Most of the week I spent organizing; there is always so much to do! I've been trying to catch up on all the little things that I've let slide and I was able to take care of quite a few of them.
This week I have been happy to eat the produce as it comes in season. We had such horrible bitter tomatoes this winter that it really forced me to eat foods that were more in season like squash and zucchini. But now, there are radishes and tomatoes without all that acid available again and it makes me very happy. I created a little salad for myself with gluten-free/dairy-free cheese and a safe dressing of berries and vinegar and it was so good. I love salads. I just have to be so careful with everything.
Right after Christmas, I started a food elimination program to help determine why I was doubling over in pain after meals. For the first month, I ate nothing but all whole foods containing none of the big four contaminants: gluten, dairy, fructose and yeast. This was a hard diet to maintain. I found the foods I could eat and that was it.
I started to really look into food.

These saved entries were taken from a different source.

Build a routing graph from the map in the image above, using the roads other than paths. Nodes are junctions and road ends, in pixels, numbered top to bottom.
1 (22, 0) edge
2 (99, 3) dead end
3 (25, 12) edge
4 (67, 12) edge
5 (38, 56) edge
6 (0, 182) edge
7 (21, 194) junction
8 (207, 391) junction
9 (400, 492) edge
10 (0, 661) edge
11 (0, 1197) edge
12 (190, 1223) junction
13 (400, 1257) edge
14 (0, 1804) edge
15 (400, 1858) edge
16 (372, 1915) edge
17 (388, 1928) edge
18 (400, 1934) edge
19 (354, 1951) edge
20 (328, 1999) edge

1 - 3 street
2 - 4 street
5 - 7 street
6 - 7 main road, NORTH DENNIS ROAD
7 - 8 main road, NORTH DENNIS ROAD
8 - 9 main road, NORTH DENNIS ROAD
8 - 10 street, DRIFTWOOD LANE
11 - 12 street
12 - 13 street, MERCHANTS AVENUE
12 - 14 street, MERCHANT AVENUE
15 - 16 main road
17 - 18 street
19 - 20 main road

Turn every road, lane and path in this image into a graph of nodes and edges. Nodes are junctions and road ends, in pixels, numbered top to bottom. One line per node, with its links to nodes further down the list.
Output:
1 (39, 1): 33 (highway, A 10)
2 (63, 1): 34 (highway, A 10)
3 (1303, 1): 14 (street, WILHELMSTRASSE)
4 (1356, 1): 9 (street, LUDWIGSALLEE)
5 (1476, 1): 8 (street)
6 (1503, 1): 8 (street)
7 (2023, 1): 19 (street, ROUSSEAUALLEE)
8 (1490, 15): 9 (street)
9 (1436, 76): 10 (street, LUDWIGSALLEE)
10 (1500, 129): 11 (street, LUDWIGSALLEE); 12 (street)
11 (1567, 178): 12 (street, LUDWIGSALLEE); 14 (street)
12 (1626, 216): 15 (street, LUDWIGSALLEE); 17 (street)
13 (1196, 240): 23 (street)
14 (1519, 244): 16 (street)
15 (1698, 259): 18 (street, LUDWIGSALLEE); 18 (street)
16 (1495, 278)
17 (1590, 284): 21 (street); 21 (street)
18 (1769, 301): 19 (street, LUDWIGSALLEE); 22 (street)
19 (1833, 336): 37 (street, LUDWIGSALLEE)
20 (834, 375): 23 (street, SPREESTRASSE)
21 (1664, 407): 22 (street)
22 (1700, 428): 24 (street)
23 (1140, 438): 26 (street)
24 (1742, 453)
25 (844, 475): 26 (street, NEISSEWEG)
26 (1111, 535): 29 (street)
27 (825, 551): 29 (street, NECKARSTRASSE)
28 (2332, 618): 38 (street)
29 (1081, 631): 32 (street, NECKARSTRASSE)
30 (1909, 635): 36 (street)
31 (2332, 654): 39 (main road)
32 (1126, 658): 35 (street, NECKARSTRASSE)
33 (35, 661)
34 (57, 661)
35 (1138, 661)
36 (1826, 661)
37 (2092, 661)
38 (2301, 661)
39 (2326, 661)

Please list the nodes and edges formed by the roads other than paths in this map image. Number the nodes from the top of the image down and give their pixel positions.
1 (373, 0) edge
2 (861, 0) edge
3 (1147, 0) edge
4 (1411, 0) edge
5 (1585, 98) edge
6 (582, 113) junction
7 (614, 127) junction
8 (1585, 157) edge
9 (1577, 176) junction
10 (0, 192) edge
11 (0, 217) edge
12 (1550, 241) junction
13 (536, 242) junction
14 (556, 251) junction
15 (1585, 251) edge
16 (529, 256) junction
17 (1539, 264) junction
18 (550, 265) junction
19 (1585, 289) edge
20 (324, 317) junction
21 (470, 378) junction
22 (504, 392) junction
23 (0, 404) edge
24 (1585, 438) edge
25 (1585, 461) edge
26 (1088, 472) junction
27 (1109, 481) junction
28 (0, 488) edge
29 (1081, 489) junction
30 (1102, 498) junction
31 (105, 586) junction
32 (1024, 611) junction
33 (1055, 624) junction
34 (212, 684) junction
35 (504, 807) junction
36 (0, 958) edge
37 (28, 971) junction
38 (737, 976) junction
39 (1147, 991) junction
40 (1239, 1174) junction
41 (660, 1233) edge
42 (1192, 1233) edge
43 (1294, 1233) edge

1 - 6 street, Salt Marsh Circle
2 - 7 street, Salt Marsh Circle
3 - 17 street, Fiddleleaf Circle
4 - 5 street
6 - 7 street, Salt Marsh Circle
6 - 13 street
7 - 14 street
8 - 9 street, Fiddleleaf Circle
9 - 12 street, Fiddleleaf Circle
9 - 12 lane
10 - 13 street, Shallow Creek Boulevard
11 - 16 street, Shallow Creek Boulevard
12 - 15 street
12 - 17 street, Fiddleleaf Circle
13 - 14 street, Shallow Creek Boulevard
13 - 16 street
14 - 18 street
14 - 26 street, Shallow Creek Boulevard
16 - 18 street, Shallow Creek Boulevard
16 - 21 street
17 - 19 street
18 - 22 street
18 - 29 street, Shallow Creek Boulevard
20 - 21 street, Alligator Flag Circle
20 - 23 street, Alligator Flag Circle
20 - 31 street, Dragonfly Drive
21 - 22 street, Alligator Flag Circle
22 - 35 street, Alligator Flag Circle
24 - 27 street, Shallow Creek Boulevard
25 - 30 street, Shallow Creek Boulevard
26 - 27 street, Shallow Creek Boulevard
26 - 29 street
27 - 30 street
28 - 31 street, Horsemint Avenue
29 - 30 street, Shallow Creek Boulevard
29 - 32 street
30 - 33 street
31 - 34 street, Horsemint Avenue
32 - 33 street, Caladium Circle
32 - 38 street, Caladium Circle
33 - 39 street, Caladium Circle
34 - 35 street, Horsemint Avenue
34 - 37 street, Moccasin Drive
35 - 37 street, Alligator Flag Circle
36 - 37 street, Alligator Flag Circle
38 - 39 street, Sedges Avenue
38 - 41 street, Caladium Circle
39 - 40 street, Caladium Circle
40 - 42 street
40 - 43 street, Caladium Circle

I've always been conscious about my dining decisions but I really had to dig deep into each food to see what might be lurking inside. For instance chicken; many chickens are injected with things even though they say "all-natural". I couldn't trust anything. So this was truly an eye-opening experience to my food consumption.
I tested each of the "big four" and if a test was negative I could add that food back in. It was a long process and now I know that I am dairy intolerant (not just lactose) and gluten intolerant. This is on top of my citrus allergy which is much more dangerous.
So for the past few months I've been adjusting to this new diet and I've been working out what I can eat. The biggest thing is cheese. I miss my cheese; so I've been trying the soy cheeses and I've found one that melts and tastes pretty good. It comes in a few flavors and I still have to try the cream cheese. The crumbles melted and stretched like mozzarella should. The pepper-jack had a nice heat to it and melts like a dream on my tuna.
But my biggest regret was all the deserts that I wouldn't be able to eat anymore. In rushes Sterling Sweets to the rescue! Their deserts are gluten free, dairy free, vegan, casein free, soy free, sesame free, peanut and tree nut free, refined sugar free and Kosher! I find them all so delectable. My favorite is the Coconut Chocolate Bars...they are like the This-over-that squares my Mom used to make. I put in an order each week and they come fresh right from the kitchen.
So, all these diet restrictions take getting used to but I'm working my way through them to find a healthy balance. I've lost that five pounds I couldn't lose and I've been maintaining my weight for about three months now. At some point I'd like to start working out again but for now I just have to be content with the calories burned while knitting; which for my height and weight is 30 calories per hour.
Have a safe and beautiful Memorial weekend.